==== Input data ====

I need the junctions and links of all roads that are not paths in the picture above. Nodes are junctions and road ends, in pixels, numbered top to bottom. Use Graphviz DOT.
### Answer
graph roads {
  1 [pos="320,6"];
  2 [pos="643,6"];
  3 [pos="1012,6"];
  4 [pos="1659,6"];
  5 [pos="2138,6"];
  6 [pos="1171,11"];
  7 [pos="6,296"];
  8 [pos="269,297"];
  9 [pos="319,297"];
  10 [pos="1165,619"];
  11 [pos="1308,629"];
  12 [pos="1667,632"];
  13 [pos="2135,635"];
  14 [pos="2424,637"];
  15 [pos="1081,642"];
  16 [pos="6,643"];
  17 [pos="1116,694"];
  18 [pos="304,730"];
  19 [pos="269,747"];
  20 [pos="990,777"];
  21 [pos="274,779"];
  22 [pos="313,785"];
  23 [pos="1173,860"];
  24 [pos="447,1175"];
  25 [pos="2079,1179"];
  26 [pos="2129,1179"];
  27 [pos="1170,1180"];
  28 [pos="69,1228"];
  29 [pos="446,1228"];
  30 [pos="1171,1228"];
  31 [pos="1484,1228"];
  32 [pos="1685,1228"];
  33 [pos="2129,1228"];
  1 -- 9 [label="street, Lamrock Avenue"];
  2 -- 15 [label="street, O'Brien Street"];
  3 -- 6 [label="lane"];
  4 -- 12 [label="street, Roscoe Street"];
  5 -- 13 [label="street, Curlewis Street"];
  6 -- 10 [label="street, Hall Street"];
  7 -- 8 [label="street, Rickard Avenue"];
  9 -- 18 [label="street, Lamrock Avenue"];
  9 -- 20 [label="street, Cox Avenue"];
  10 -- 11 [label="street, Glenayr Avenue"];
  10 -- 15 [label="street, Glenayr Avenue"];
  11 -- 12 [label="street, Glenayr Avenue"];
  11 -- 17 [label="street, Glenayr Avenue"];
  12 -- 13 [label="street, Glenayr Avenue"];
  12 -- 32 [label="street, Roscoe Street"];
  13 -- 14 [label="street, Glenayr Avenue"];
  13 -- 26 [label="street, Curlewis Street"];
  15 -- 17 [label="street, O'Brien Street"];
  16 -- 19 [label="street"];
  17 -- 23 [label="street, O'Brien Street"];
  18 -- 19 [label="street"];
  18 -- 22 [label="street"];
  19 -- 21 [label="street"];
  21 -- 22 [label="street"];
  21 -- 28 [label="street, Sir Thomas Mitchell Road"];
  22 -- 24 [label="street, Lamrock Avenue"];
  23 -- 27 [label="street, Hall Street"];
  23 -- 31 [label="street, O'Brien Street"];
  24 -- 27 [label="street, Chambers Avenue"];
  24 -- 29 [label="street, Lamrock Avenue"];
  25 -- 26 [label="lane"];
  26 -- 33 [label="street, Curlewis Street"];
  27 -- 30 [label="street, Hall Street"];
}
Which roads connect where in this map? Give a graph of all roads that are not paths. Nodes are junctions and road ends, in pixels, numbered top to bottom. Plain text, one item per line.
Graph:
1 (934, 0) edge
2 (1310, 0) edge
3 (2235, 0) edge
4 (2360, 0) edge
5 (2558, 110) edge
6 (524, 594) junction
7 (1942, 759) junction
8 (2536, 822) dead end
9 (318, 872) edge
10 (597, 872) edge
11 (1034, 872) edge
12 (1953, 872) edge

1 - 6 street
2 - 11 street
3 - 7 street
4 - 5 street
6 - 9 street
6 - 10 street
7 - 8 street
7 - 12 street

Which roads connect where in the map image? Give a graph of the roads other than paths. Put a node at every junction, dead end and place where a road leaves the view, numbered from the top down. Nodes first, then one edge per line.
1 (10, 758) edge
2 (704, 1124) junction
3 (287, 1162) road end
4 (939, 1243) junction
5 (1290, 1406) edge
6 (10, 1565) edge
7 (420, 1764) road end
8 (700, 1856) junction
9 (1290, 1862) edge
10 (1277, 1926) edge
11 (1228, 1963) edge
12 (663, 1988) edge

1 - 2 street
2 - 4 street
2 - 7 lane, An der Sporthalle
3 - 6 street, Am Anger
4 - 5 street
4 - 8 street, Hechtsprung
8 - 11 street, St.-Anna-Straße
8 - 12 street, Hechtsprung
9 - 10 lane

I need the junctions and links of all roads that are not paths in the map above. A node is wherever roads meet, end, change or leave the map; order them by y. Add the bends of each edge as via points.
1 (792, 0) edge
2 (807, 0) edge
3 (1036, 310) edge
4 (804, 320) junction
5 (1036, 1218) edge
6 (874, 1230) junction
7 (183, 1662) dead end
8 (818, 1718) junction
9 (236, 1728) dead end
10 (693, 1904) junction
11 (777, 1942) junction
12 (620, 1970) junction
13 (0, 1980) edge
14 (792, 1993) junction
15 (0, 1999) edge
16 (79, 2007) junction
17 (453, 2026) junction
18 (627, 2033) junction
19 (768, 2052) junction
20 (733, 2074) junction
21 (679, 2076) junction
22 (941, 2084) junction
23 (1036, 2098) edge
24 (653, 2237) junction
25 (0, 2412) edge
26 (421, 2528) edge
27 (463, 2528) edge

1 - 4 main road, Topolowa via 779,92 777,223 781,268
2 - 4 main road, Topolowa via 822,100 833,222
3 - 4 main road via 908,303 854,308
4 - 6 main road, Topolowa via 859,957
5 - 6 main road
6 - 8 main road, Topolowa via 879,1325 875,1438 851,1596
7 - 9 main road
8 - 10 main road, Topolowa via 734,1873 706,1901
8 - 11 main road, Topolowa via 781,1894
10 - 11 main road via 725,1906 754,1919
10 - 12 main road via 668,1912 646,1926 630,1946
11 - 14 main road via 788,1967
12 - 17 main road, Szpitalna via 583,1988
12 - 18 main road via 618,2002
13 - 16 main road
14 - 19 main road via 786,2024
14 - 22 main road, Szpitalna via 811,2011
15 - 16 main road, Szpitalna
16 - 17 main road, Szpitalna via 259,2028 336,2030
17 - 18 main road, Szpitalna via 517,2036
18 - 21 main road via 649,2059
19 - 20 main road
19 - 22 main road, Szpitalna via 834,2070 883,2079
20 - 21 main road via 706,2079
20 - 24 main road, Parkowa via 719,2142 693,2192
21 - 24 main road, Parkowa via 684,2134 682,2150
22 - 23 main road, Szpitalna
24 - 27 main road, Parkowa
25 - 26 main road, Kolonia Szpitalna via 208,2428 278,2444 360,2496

====

| Required action |
With nothing added or dropped, retype the listing above.

| Solution below |
I need the junctions and links of all roads that are not paths in the picture above. Nodes are junctions and road ends, in pixels, numbered top to bottom. Use Graphviz DOT.
### Answer
graph roads {
  1 [pos="320,6"];
  2 [pos="643,6"];
  3 [pos="1012,6"];
  4 [pos="1659,6"];
  5 [pos="2138,6"];
  6 [pos="1171,11"];
  7 [pos="6,296"];
  8 [pos="269,297"];
  9 [pos="319,297"];
  10 [pos="1165,619"];
  11 [pos="1308,629"];
  12 [pos="1667,632"];
  13 [pos="2135,635"];
  14 [pos="2424,637"];
  15 [pos="1081,642"];
  16 [pos="6,643"];
  17 [pos="1116,694"];
  18 [pos="304,730"];
  19 [pos="269,747"];
  20 [pos="990,777"];
  21 [pos="274,779"];
  22 [pos="313,785"];
  23 [pos="1173,860"];
  24 [pos="447,1175"];
  25 [pos="2079,1179"];
  26 [pos="2129,1179"];
  27 [pos="1170,1180"];
  28 [pos="69,1228"];
  29 [pos="446,1228"];
  30 [pos="1171,1228"];
  31 [pos="1484,1228"];
  32 [pos="1685,1228"];
  33 [pos="2129,1228"];
  1 -- 9 [label="street, Lamrock Avenue"];
  2 -- 15 [label="street, O'Brien Street"];
  3 -- 6 [label="lane"];
  4 -- 12 [label="street, Roscoe Street"];
  5 -- 13 [label="street, Curlewis Street"];
  6 -- 10 [label="street, Hall Street"];
  7 -- 8 [label="street, Rickard Avenue"];
  9 -- 18 [label="street, Lamrock Avenue"];
  9 -- 20 [label="street, Cox Avenue"];
  10 -- 11 [label="street, Glenayr Avenue"];
  10 -- 15 [label="street, Glenayr Avenue"];
  11 -- 12 [label="street, Glenayr Avenue"];
  11 -- 17 [label="street, Glenayr Avenue"];
  12 -- 13 [label="street, Glenayr Avenue"];
  12 -- 32 [label="street, Roscoe Street"];
  13 -- 14 [label="street, Glenayr Avenue"];
  13 -- 26 [label="street, Curlewis Street"];
  15 -- 17 [label="street, O'Brien Street"];
  16 -- 19 [label="street"];
  17 -- 23 [label="street, O'Brien Street"];
  18 -- 19 [label="street"];
  18 -- 22 [label="street"];
  19 -- 21 [label="street"];
  21 -- 22 [label="street"];
  21 -- 28 [label="street, Sir Thomas Mitchell Road"];
  22 -- 24 [label="street, Lamrock Avenue"];
  23 -- 27 [label="street, Hall Street"];
  23 -- 31 [label="street, O'Brien Street"];
  24 -- 27 [label="street, Chambers Avenue"];
  24 -- 29 [label="street, Lamrock Avenue"];
  25 -- 26 [label="lane"];
  26 -- 33 [label="street, Curlewis Street"];
  27 -- 30 [label="street, Hall Street"];
}
Which roads connect where in this map? Give a graph of all roads that are not paths. Nodes are junctions and road ends, in pixels, numbered top to bottom. Plain text, one item per line.
Graph:
1 (934, 0) edge
2 (1310, 0) edge
3 (2235, 0) edge
4 (2360, 0) edge
5 (2558, 110) edge
6 (524, 594) junction
7 (1942, 759) junction
8 (2536, 822) dead end
9 (318, 872) edge
10 (597, 872) edge
11 (1034, 872) edge
12 (1953, 872) edge

1 - 6 street
2 - 11 street
3 - 7 street
4 - 5 street
6 - 9 street
6 - 10 street
7 - 8 street
7 - 12 street

Which roads connect where in the map image? Give a graph of the roads other than paths. Put a node at every junction, dead end and place where a road leaves the view, numbered from the top down. Nodes first, then one edge per line.
1 (10, 758) edge
2 (704, 1124) junction
3 (287, 1162) road end
4 (939, 1243) junction
5 (1290, 1406) edge
6 (10, 1565) edge
7 (420, 1764) road end
8 (700, 1856) junction
9 (1290, 1862) edge
10 (1277, 1926) edge
11 (1228, 1963) edge
12 (663, 1988) edge

1 - 2 street
2 - 4 street
2 - 7 lane, An der Sporthalle
3 - 6 street, Am Anger
4 - 5 street
4 - 8 street, Hechtsprung
8 - 11 street, St.-Anna-Straße
8 - 12 street, Hechtsprung
9 - 10 lane

I need the junctions and links of all roads that are not paths in the map above. A node is wherever roads meet, end, change or leave the map; order them by y. Add the bends of each edge as via points.
1 (792, 0) edge
2 (807, 0) edge
3 (1036, 310) edge
4 (804, 320) junction
5 (1036, 1218) edge
6 (874, 1230) junction
7 (183, 1662) dead end
8 (818, 1718) junction
9 (236, 1728) dead end
10 (693, 1904) junction
11 (777, 1942) junction
12 (620, 1970) junction
13 (0, 1980) edge
14 (792, 1993) junction
15 (0, 1999) edge
16 (79, 2007) junction
17 (453, 2026) junction
18 (627, 2033) junction
19 (768, 2052) junction
20 (733, 2074) junction
21 (679, 2076) junction
22 (941, 2084) junction
23 (1036, 2098) edge
24 (653, 2237) junction
25 (0, 2412) edge
26 (421, 2528) edge
27 (463, 2528) edge

1 - 4 main road, Topolowa via 779,92 777,223 781,268
2 - 4 main road, Topolowa via 822,100 833,222
3 - 4 main road via 908,303 854,308
4 - 6 main road, Topolowa via 859,957
5 - 6 main road
6 - 8 main road, Topolowa via 879,1325 875,1438 851,1596
7 - 9 main road
8 - 10 main road, Topolowa via 734,1873 706,1901
8 - 11 main road, Topolowa via 781,1894
10 - 11 main road via 725,1906 754,1919
10 - 12 main road via 668,1912 646,1926 630,1946
11 - 14 main road via 788,1967
12 - 17 main road, Szpitalna via 583,1988
12 - 18 main road via 618,2002
13 - 16 main road
14 - 19 main road via 786,2024
14 - 22 main road, Szpitalna via 811,2011
15 - 16 main road, Szpitalna
16 - 17 main road, Szpitalna via 259,2028 336,2030
17 - 18 main road, Szpitalna via 517,2036
18 - 21 main road via 649,2059
19 - 20 main road
19 - 22 main road, Szpitalna via 834,2070 883,2079
20 - 21 main road via 706,2079
20 - 24 main road, Parkowa via 719,2142 693,2192
21 - 24 main road, Parkowa via 684,2134 682,2150
22 - 23 main road, Szpitalna
24 - 27 main road, Parkowa
25 - 26 main road, Kolonia Szpitalna via 208,2428 278,2444 360,2496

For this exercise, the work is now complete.